Webサイトにおけるこの手の数字の誤解は、コンバージョン率のみならず、その他の指標でも見られます。直帰率は必ず下がればいいわけではありません。問題解決をするヘルプページでは、検索ですぐに表示され、1ページだけ見て帰ってもらった方が、Webサイトとして成功となるケースがあります。1訪問あたりの閲覧ページ数も、必ずしも上がればいいわけではありません。ユーザビリティの改善でユーザが迷わなくなり、1訪問あたりの閲覧ページ数が減ることもありえます。

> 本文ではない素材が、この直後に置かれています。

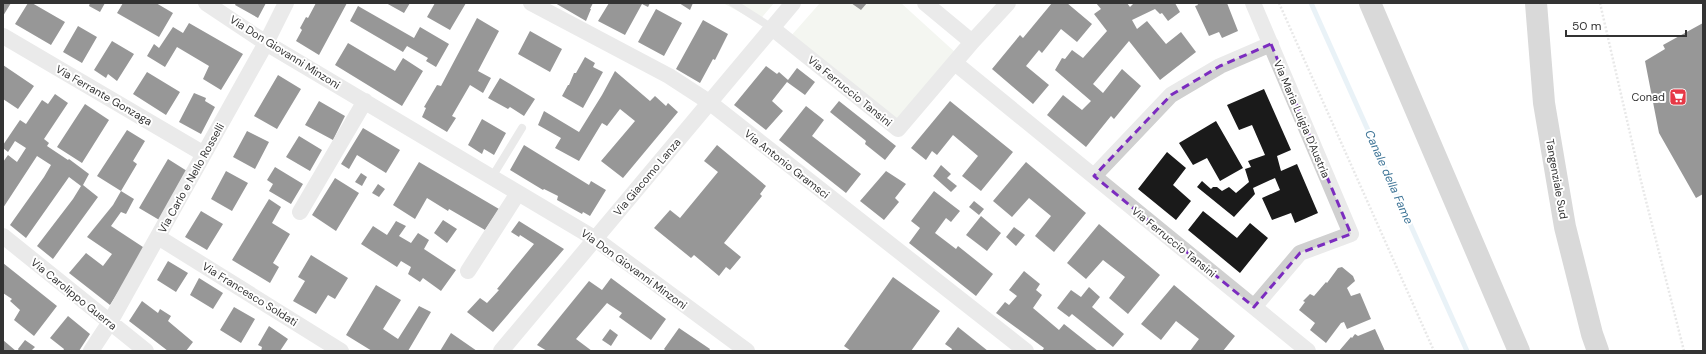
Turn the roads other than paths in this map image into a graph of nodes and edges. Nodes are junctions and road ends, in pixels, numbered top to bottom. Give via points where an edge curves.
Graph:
1 (206, 3) edge
2 (286, 3) edge
3 (531, 3) edge
4 (733, 3) edge
5 (793, 3) edge
6 (925, 3) edge
7 (1008, 3) edge
8 (1253, 3) edge
9 (1370, 3) edge
10 (1536, 3) edge
11 (772, 28) junction
12 (3, 36) edge
13 (972, 42) junction
14 (266, 43) junction
15 (1271, 44) junction
16 (955, 63) junction
17 (365, 101) junction
18 (709, 102) junction
19 (522, 128) dead end
20 (204, 154) junction
21 (1094, 176) junction
22 (492, 177) junction
23 (518, 193) junction
24 (300, 212) dead end
25 (3, 236) edge
26 (158, 237) junction
27 (594, 238) junction
28 (468, 271) dead end
29 (1254, 307) junction
30 (110, 322) junction
31 (510, 348) edge
32 (91, 351) edge
33 (146, 351) edge
34 (341, 351) edge
35 (747, 351) edge
36 (1026, 351) edge
37 (1308, 351) edge
38 (1519, 351) edge
39 (1598, 351) edge

1 - 14 street, Via Don Giovanni Minzoni
2 - 14 street, Via Carlo e Nello Rosselli
3 - 18 street, Via Antonio Gramsci via 669,76
4 - 11 lane
5 - 11 street, Via Giacomo Lanza
6 - 13 street
7 - 13 street, Via Ferruccio Tansini
8 - 15 street, Via Maria Luigia D'Austria
9 - 38 main road
10 - 39 main road, Tangenziale Sud via 1544,103 1565,227
11 - 16 street, Via Ferruccio Tansini via 898,129
11 - 18 street, Via Giacomo Lanza
12 - 20 street, Via Ferrante Gonzaga
13 - 16 street, Via Ferruccio Tansini
14 - 17 street, Via Don Giovanni Minzoni
14 - 20 street, Via Carlo e Nello Rosselli
15 - 21 street via 1220,66 1171,95
15 - 29 street, Via Maria Luigia D'Austria via 1351,234 1300,253
16 - 21 street, Via Ferruccio Tansini
17 - 22 street, Via Don Giovanni Minzoni
17 - 24 street
18 - 27 street, Via Giacomo Lanza
18 - 36 street, Via Antonio Gramsci
19 - 22 lane
20 - 26 street, Via Carlo e Nello Rosselli
21 - 29 street, Via Ferruccio Tansini
22 - 23 street, Via Don Giovanni Minzoni
23 - 27 street, Via Don Giovanni Minzoni
23 - 28 street
25 - 30 street, Via Carolippo Guerra
26 - 30 street, Via Carlo e Nello Rosselli
26 - 34 street, Via Francesco Soldati
27 - 31 street, Via Giacomo Lanza
27 - 35 street, Via Don Giovanni Minzoni
29 - 37 street, Via Ferruccio Tansini
30 - 32 street, Via Carlo e Nello Rosselli
30 - 33 street, Via Carolippo Guerra

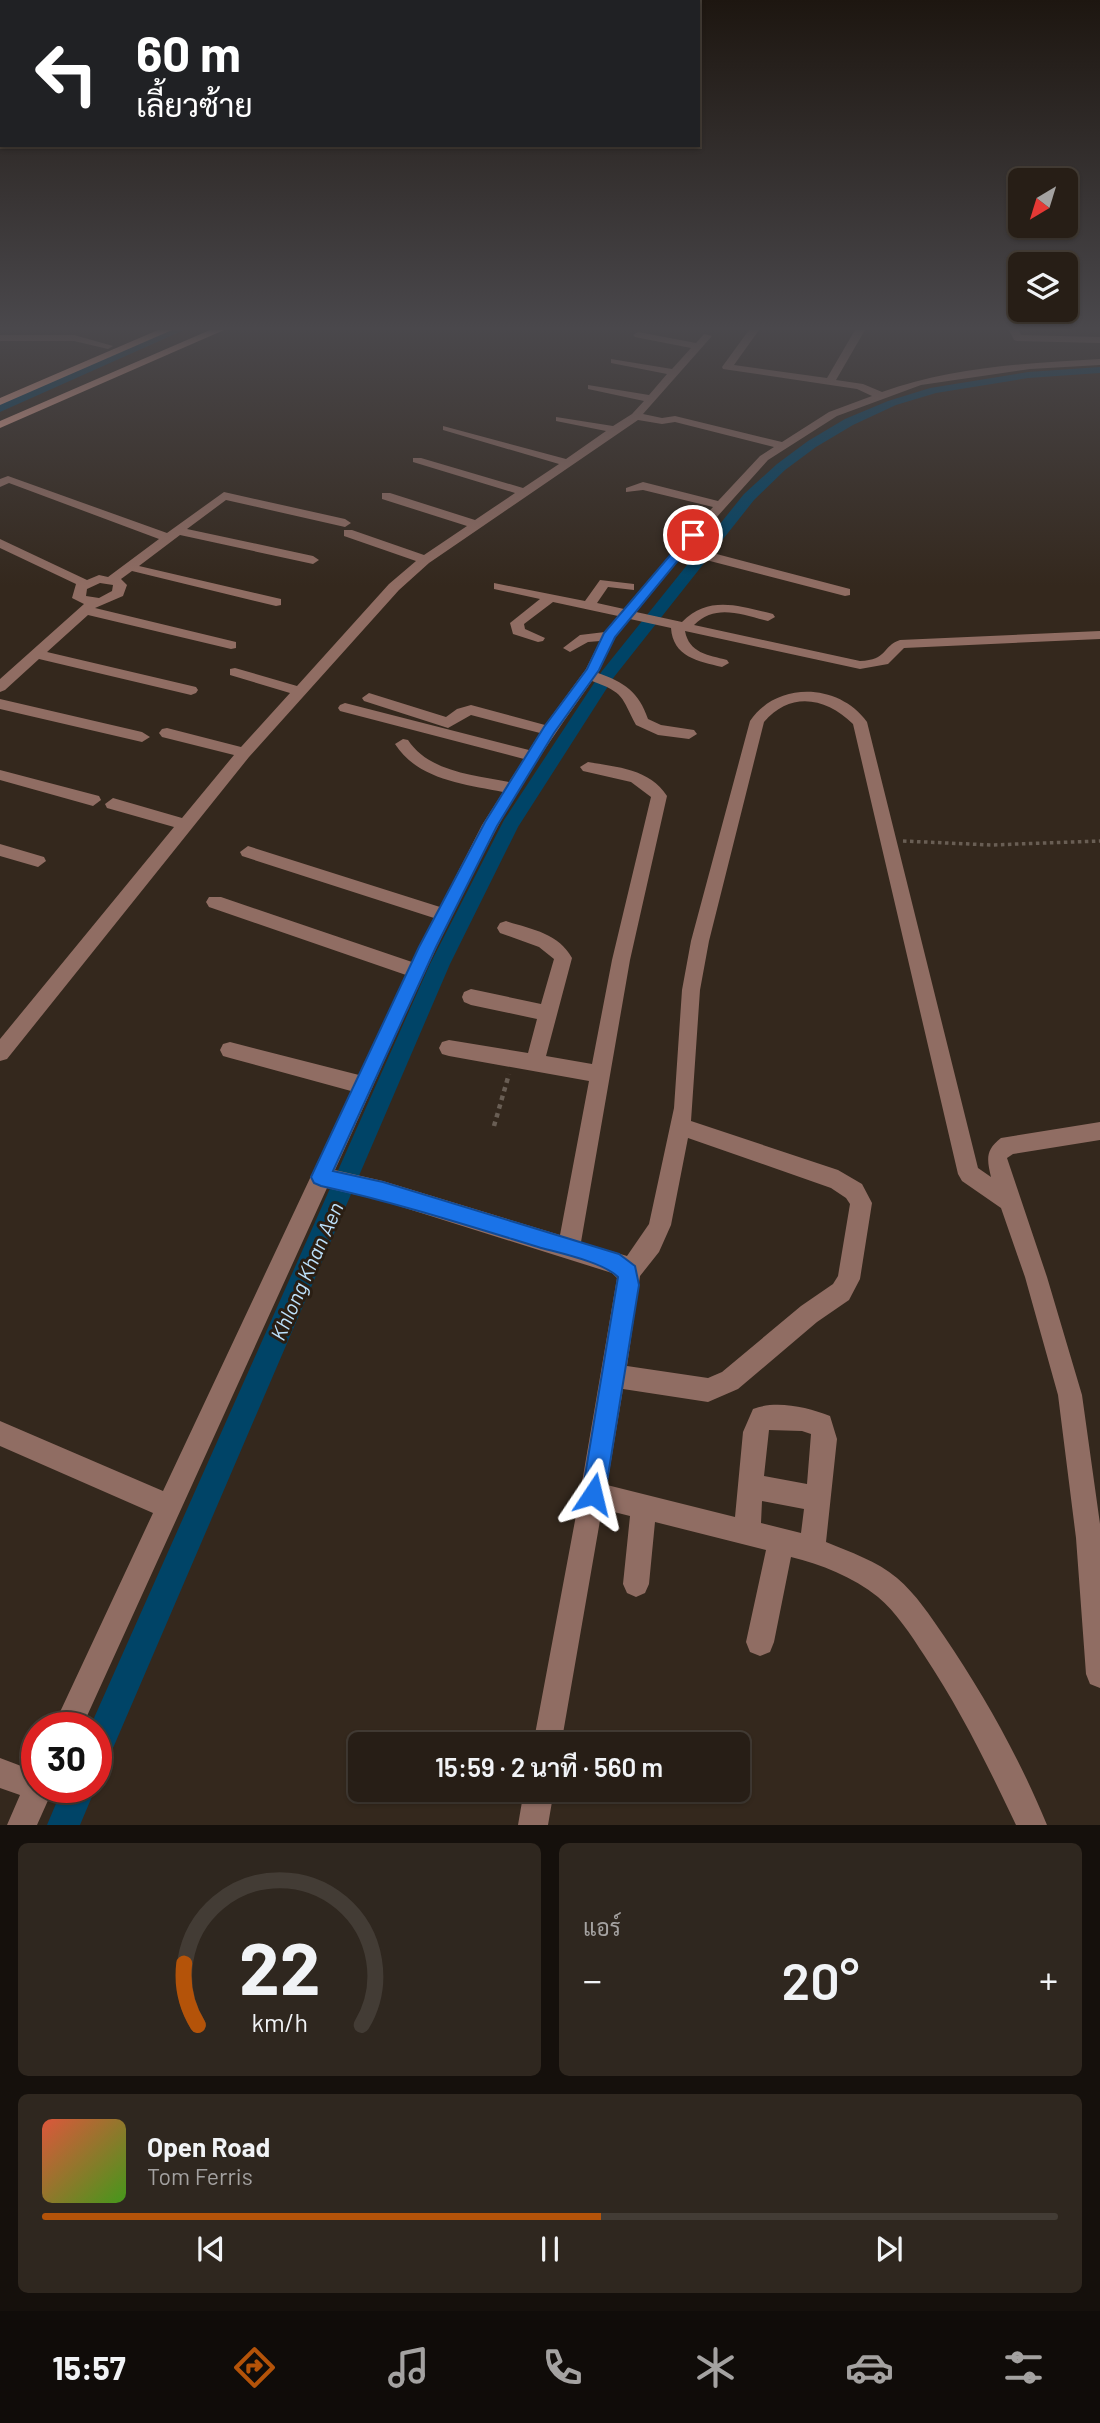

指標は大事ですが、数字の増減だけを比べることに意味はありません。ログの数値の推移だけをレポーティングするような有料のサービスも存在しますが、これを利用することは無駄な投資といえます。大事なのは、その数字をどのように分析し、どのように判断し、インサイトを導きだすか、ということです。

また、開発時とは違う運用担当者と、制作会社のレポーティング専門スタッフでのレポーティングでは、効果が上がらないこともあります。なぜなら、Webサイトが作られたビジネス的な背景を理解していない場合があるからです。提案能力の無いスタッフがレポートチームにまわされて、テンプレート化したレポートを定期的に納品しているような会社もありますが、このようなレポートサービスではWebサイトを成功に導くのは難しいでしょう。

理想は、Webサイトのビジネスを理解しているWeb担当者と、リニューアルの設計を担当した制作側のスタッフが、アクセスログの解析チームに参加することです。企業と制作側がチームを組み、数字比べではなく、ビジネスの文脈を踏まえて、しっかりと時間と手間をかけて分析することが、結局はもっとも投資対効果の高い活動になるのです。